What are the symptoms of sleep apnoea?
During the day:
- Excessive tiredness eg, inability to stay awake while reading or watching television
- Waking without feeling refreshed
- Morning headache
During the night:
- Snoring, usually loud, habitual, and bothersome to others, is found in almost all patients with OSA. However, not all snorers suffer from OSA.
- Pauses in breathing that often interrupt the snoring and end with a snort
- Gasping and choking sensations that intermittently arouse the sufferer from sleep
- Restless sleep (insomnia), with people often complaining of frequent arousal and tossing/turning during the night
How is obstructive sleep apnoea treated?
Several simple lifestyle changes can reduce the symptoms in many patients:
- Weight loss (via meal replacement programs, drugs or surgery)
- Giving up smoking
- Avoiding alcohol and sedative medications, particularly before sleep
- If symptoms are worse in one position eg, when lying flat on your back, avoiding this position may help Many patients with OSA will require further treatment.
- Oral appliances, worn at night. They pull the jaw forward and are designed to prevent the collapse of the upper airway during sleep. They can be used for mild and moderate disease.
- Continuous positive airway pressure (CPAP) via nasal mask. This is a machine that blows air through a mask into your mouth and nose during sleep. The pressure of the air keeps the throat open, preventing the airway from collapsing. It is the most effective treatment for OSA, reducing daytime sleepiness and improving sleep quality. However, some people find the mask or feeling of pressure difficult to tolerate.

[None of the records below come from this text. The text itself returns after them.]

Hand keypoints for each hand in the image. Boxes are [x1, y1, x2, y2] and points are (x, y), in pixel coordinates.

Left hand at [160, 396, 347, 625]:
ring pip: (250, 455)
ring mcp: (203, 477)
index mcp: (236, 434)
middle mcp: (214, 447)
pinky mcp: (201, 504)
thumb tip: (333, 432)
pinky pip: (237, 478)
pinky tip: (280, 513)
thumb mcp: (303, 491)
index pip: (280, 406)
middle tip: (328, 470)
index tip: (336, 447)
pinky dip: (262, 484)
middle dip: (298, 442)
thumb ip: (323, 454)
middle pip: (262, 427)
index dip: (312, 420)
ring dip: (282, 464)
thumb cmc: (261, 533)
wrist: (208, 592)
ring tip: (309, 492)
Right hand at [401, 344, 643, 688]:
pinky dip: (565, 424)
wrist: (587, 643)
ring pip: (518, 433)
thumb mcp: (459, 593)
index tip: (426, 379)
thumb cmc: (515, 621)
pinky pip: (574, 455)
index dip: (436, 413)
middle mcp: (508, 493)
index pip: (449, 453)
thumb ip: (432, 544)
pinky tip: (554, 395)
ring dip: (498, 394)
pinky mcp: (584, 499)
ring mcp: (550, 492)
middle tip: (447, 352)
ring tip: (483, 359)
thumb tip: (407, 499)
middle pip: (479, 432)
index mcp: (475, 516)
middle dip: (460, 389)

- Surgical treatment is rarely used. Several procedures have been trialled, including uvulopatatopharyngoplasty (UPPP), which is designed to remove some of the soft tissues of the throat that collapse the airway during sleep. However, while UPPP may reduce snoring, it is often ineffective at treating true obstructive sleep apnoea.

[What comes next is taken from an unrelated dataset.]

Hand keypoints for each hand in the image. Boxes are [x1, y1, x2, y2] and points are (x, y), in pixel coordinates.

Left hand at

What happens if left untreated?
If untreated, OSA may have serious consequences. It affects the cardiovascular system due to the periods of poor oxygenation during sleep and the stress on the body during attempts to re-initiate breathing. This may result in heart failure, arrhythmias (abnormal heart rhythms), or hypertension (high blood pressure). Poor sleep due to recurrent arousals may result in excessive daytime sleepiness, personality changes, memory loss and intellectual impairment.